Why This Matters: Beyond the Numbers

The implications go far beyond just making AI a bit more accurate. This approach represents a shift in how we think about AI improvement:

  1. Democratizing safety: Open-source models can now have safety mechanisms without depending on proprietary systems
  2. Computational efficiency: No need to retrain massive models
  3. Extensibility: The same approach can potentially work for many different types of errors
  4. A new paradigm: Moving from single monolithic models to collaborative AI systems

This collective intelligence approach might be closer to how humans actually learn and improve - through social feedback and iterative refinement.

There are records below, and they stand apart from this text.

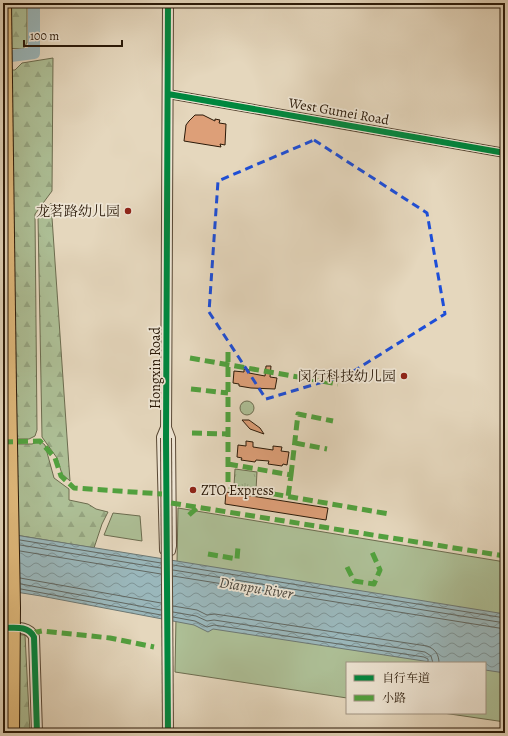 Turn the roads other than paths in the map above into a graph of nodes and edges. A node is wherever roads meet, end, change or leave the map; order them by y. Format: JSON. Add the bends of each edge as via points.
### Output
{"nodes":[{"id":1,"x":4,"y":3,"type":"edge"},
{"id":2,"x":168,"y":3,"type":"edge"},
{"id":3,"x":168,"y":94,"type":"junction"},
{"id":4,"x":505,"y":153,"type":"edge"},
{"id":5,"x":166,"y":425,"type":"junction"},
{"id":6,"x":13,"y":608,"type":"junction"},
{"id":7,"x":3,"y":628,"type":"edge"},
{"id":8,"x":12,"y":733,"type":"edge"},
{"id":9,"x":20,"y":733,"type":"edge"},
{"id":10,"x":38,"y":733,"type":"edge"},
{"id":11,"x":168,"y":733,"type":"edge"}],
"edges":[{"from":1,"to":6,"type":"highway","bridge":true},
{"from":2,"to":3,"type":"street","name":"Hongxin Road"},
{"from":3,"to":4,"type":"street","name":"West Gumei Road"},
{"from":3,"to":5,"type":"street","name":"Hongxin Road"},
{"from":5,"to":5,"type":"street","via":[[161,437],[164,550],[171,551],[171,438]]},
{"from":5,"to":11,"type":"street","name":"Hongxin Road","bridge":true},
{"from":6,"to":8,"type":"highway","bridge":true},
{"from":6,"to":9,"type":"highway","bridge":true},
{"from":7,"to":10,"type":"street","via":[[24,628],[34,637]]}]}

Limitations and Future Directions

The researchers acknowledge several limitations with their current approach:

  • The quality of feedback depends entirely on the critic models’ capabilities
  • Shared biases across models might go uncorrected
  • The iterative process adds computational overhead
  • Current experiments were primarily in English

Future work could extend this approach to other domains like code generation, mathematical reasoning, and multilingual applications.

The Big Picture: Self-Correcting AI

What makes N-CRITICS particularly exciting is how it mimics human learning processes. Just as we improve through reflection and feedback, AI systems might follow a similar path.

The paper represents an important step toward what many researchers consider essential for advanced AI: systems that can recognize and correct their own mistakes through both self-reflection and external feedback.

As LLMs become more capable and more widely deployed, approaches like N-CRITICS offer a promising path toward making them safer, more accurate, and more helpful without requiring massive new training runs or proprietary tools.

References

Mousavi, S., Gutierrez, R. L., Rengarajan, D., Gundecha, V., Babu, A. R., Naug, A., Guillen, A., & Sarkar, S. (2023). N-CRITICS: Self-Refinement of Large Language Models with Ensemble of Critics. arXiv:2310.18679.